The objective of this article is to demonstrate that business enterprises that conform their internal policies to the ABA Model Principles—and then implement them accordingly—will not only be in substantial compliance with both currently enacted and anticipated supply-chain legislation, but also on a path to addressing the underlying problem: labor trafficking and child labor in supply chains. Although penalties from legal violations can be severe, reputational damage that can be incurred from the presence of labor trafficking or child labor in the supply chain often is far more harmful.
In such a situation, under Corporate Social Responsibility (CSR) principles, the business might decide to take action to address labor trafficking or child labor because: (i) it is the CSR legal expectation to obey the law; (ii) reputational harm could risk the success of the business enterprise as a CSR economic expectation; or (iii) it is the right thing to do as a CSR ethical expectation.
This article builds on the research in co-author E. Christopher Johnson Jr.’s article, “Business Lawyers Are In a Unique Position to Help Their Clients Identify Supply-Chain Risks Involving Labor Trafficking and Child Labor,” 70 Bus. Law. 1083 (2015) (the Article). As with any good sequel, one need not have read the Article in order to comprehend this one. However, for more depth, please refer to the Article and the Model Policies website.
This article often refers to both the ABA Model Principles and the related Model Policies. The ABA Model Principles form the core of the Model Policies, but are the only part of the Model Policies adopted by the ABA as its official policy. They are a high-level commitment to addressing labor trafficking and child labor. There are four ABA Model Principles for businesses, and four ABA Model Principles for suppliers, and they are the same for both, to wit:
Principle 1: The business/supplier will prohibit labor trafficking and child labor in its operations.
Principle 2: The business/supplier will conduct a risk assessment of the risk of labor trafficking and child labor and continually monitor implementation of this policy.
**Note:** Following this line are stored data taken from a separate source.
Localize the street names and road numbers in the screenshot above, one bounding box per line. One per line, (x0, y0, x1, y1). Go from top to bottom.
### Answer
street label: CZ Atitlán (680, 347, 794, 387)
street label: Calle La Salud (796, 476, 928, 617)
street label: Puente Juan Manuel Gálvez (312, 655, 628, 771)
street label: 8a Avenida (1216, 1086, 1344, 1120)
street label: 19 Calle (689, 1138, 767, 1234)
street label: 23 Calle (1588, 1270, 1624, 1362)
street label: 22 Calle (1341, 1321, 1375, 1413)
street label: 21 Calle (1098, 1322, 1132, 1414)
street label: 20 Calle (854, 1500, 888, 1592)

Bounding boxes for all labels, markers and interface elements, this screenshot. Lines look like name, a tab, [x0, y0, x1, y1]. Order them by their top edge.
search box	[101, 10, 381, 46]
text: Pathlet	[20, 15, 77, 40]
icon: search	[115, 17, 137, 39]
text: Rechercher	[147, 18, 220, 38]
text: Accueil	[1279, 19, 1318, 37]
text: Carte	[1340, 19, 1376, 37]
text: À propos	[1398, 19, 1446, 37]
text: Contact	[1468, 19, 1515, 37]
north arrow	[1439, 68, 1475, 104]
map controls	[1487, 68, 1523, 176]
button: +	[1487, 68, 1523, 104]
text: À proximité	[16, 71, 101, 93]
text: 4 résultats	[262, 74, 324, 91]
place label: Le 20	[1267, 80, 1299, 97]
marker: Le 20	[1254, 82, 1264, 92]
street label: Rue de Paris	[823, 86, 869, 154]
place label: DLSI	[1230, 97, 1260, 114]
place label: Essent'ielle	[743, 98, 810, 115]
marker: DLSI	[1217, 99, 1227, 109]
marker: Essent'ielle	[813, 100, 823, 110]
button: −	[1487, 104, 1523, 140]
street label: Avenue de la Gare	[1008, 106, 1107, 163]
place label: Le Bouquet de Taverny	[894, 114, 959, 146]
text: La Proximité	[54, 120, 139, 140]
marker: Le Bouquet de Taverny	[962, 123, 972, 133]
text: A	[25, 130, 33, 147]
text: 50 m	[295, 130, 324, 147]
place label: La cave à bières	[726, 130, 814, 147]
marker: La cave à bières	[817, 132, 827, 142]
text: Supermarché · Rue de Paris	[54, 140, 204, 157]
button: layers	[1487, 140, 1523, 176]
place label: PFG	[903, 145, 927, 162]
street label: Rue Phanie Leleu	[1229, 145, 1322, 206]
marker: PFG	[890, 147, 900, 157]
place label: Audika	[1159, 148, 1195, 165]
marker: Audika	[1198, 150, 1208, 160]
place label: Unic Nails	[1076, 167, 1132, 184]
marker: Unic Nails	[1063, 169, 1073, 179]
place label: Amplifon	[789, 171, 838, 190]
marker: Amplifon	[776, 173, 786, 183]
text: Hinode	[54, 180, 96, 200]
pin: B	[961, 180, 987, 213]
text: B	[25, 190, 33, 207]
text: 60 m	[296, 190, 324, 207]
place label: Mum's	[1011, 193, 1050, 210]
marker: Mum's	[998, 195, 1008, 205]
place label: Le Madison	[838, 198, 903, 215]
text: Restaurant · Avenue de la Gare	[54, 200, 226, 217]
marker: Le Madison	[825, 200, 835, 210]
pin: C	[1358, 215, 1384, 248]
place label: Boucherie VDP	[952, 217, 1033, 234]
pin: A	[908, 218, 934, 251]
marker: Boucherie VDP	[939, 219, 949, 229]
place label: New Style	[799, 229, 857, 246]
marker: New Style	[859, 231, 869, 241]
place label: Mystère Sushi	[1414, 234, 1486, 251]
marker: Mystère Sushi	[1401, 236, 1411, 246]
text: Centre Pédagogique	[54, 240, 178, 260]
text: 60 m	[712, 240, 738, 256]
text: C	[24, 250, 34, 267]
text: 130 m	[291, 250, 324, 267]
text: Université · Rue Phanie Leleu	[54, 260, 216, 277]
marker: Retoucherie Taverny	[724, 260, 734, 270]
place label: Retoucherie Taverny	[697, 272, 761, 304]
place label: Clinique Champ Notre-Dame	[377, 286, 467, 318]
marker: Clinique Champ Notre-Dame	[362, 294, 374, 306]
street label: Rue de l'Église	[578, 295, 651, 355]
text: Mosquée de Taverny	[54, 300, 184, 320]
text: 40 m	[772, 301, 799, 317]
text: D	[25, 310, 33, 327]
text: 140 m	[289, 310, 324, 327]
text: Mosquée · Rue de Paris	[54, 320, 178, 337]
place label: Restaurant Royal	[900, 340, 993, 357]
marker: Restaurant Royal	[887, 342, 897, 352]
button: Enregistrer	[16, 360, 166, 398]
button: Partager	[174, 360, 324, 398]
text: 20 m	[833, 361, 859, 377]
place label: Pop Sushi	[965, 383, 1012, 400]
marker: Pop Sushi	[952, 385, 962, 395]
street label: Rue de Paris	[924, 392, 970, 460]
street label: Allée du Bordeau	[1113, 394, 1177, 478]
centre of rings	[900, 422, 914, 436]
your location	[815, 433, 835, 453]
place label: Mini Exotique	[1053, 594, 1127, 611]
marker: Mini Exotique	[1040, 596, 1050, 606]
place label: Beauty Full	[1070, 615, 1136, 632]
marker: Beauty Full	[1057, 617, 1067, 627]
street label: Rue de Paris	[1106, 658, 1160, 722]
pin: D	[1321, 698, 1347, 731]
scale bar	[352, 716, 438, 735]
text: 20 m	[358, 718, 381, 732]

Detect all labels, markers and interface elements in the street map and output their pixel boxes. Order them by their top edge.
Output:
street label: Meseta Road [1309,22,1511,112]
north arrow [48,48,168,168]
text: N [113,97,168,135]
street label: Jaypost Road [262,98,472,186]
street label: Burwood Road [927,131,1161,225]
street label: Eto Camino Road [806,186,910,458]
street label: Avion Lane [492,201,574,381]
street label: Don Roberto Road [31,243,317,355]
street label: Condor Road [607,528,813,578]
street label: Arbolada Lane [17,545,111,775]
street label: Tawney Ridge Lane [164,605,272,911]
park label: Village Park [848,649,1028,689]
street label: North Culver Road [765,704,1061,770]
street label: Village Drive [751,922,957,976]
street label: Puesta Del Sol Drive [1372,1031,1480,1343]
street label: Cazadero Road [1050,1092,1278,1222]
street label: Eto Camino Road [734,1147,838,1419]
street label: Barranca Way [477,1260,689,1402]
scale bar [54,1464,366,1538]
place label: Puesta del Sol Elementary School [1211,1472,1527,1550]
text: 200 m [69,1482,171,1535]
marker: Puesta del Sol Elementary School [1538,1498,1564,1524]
Principle 3: The business/supplier should: (i) train relevant employees; (ii) engage in continuous improvement; and (iii) maintain effective communications mechanisms with its suppliers.
Principle 4: The business/supplier will devise a remediation policy and plan that addresses remediation for labor trafficking or child labor in its operations.
The Model Policies provide commentary and guidance for the ABA Model Principles, but are not intended to be an off-the-shelf or one-size-fits-all product. Instead, they offer a toolkit of useful guidance and commentary that identify optional considerations for a business to take into account when developing its own policies. These options include adopting and implementing policies based on the ABA Model Principles, modifying existing policies consistent with the ABA Model Principles, or a more comprehensive set of fine-tuned business and supplier policies in a manner consistent with the materials on the Model Policies website.
Overview of Labor Trafficking and Child Labor in Supply Chains
The International Labor Organization (ILO) estimates that 20.9 million men, women, and children are subjected to human trafficking around the world. Some reliable estimates put this number as high as 45.8 million. Of these victims, some 4.5 million are in sex trafficking and are forced into commercial-sex industry activities ranging from pornography to prostitution. Another 14.2 million are trafficked in economic activities including agriculture, construction, domestic work, and manufacturing. Human trafficking is a major criminal enterprise and a $150 billion industry, second only to drug trafficking.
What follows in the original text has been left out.